§ GOAL OF THE EXERCISE: Could you give back the records exactly, taking out the pictures?

§ INPUT FOR THIS TASK:
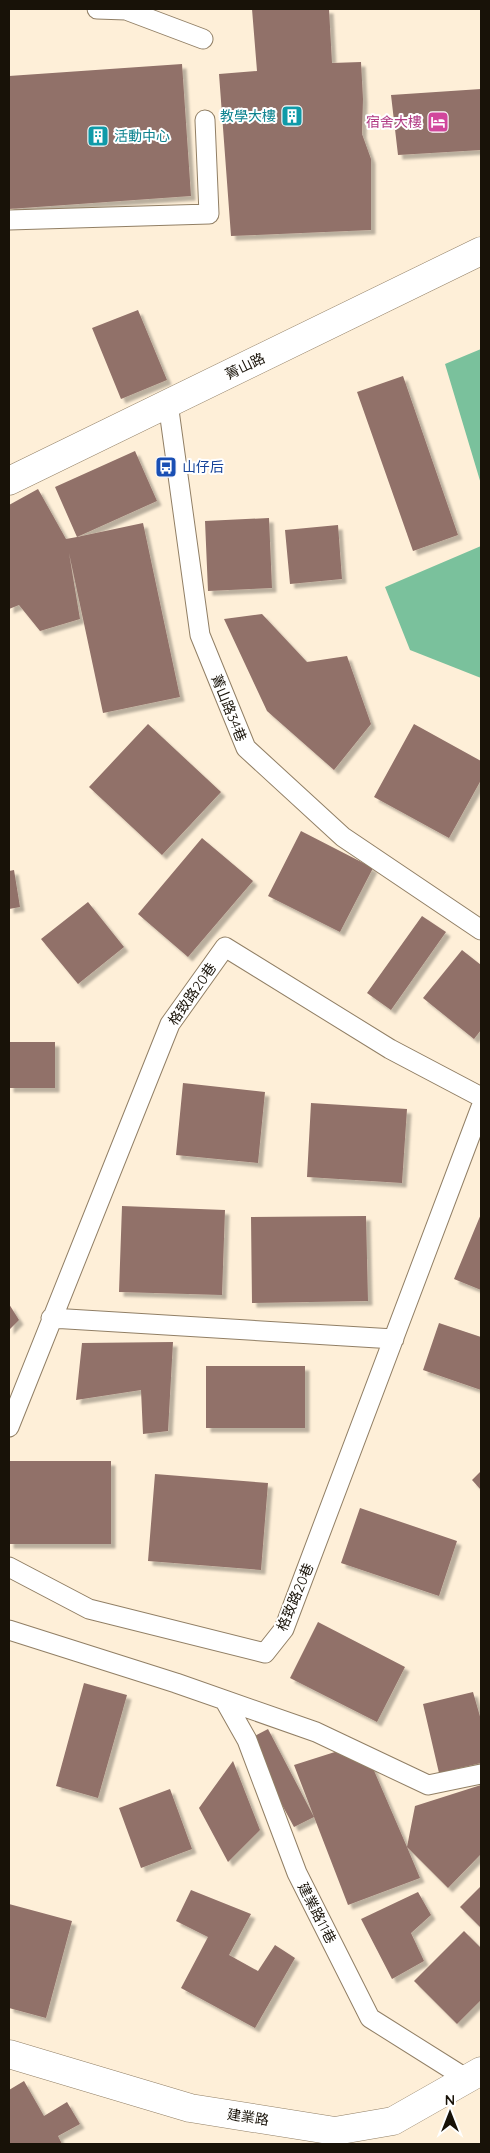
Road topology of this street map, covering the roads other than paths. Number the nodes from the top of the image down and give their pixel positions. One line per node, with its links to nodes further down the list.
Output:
1 (97, 9): 2 (lane)
2 (203, 39)
3 (205, 120): 4 (lane)
4 (9, 220)
5 (481, 251): 6 (street, 菁山路)
6 (168, 404): 7 (street, 菁山路); 8 (lane, 菁山路34巷)
7 (9, 481)
8 (481, 930)
9 (481, 1097): 11 (lane, 格致路20巷)
10 (481, 1108): 12 (lane, 格致路20巷)
11 (51, 1318): 12 (lane); 13 (lane, 格致路20巷)
12 (394, 1339): 14 (lane, 格致路20巷)
13 (9, 1427)
14 (9, 1567)
15 (9, 1630): 16 (lane)
16 (226, 1701): 17 (lane); 19 (lane, 建業路11巷)
17 (481, 1774)
18 (9, 2054): 19 (street, 建業路)
19 (474, 2075)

§ EXERCISE OUTPUT:
Road topology of this street map, covering the roads other than paths. Number the nodes from the top of the image down and give their pixel positions. One line per node, with its links to nodes further down the list.
Output:
1 (97, 9): 2 (lane)
2 (203, 39)
3 (205, 120): 4 (lane)
4 (9, 220)
5 (481, 251): 6 (street, 菁山路)
6 (168, 404): 7 (street, 菁山路); 8 (lane, 菁山路34巷)
7 (9, 481)
8 (481, 930)
9 (481, 1097): 11 (lane, 格致路20巷)
10 (481, 1108): 12 (lane, 格致路20巷)
11 (51, 1318): 12 (lane); 13 (lane, 格致路20巷)
12 (394, 1339): 14 (lane, 格致路20巷)
13 (9, 1427)
14 (9, 1567)
15 (9, 1630): 16 (lane)
16 (226, 1701): 17 (lane); 19 (lane, 建業路11巷)
17 (481, 1774)
18 (9, 2054): 19 (street, 建業路)
19 (474, 2075)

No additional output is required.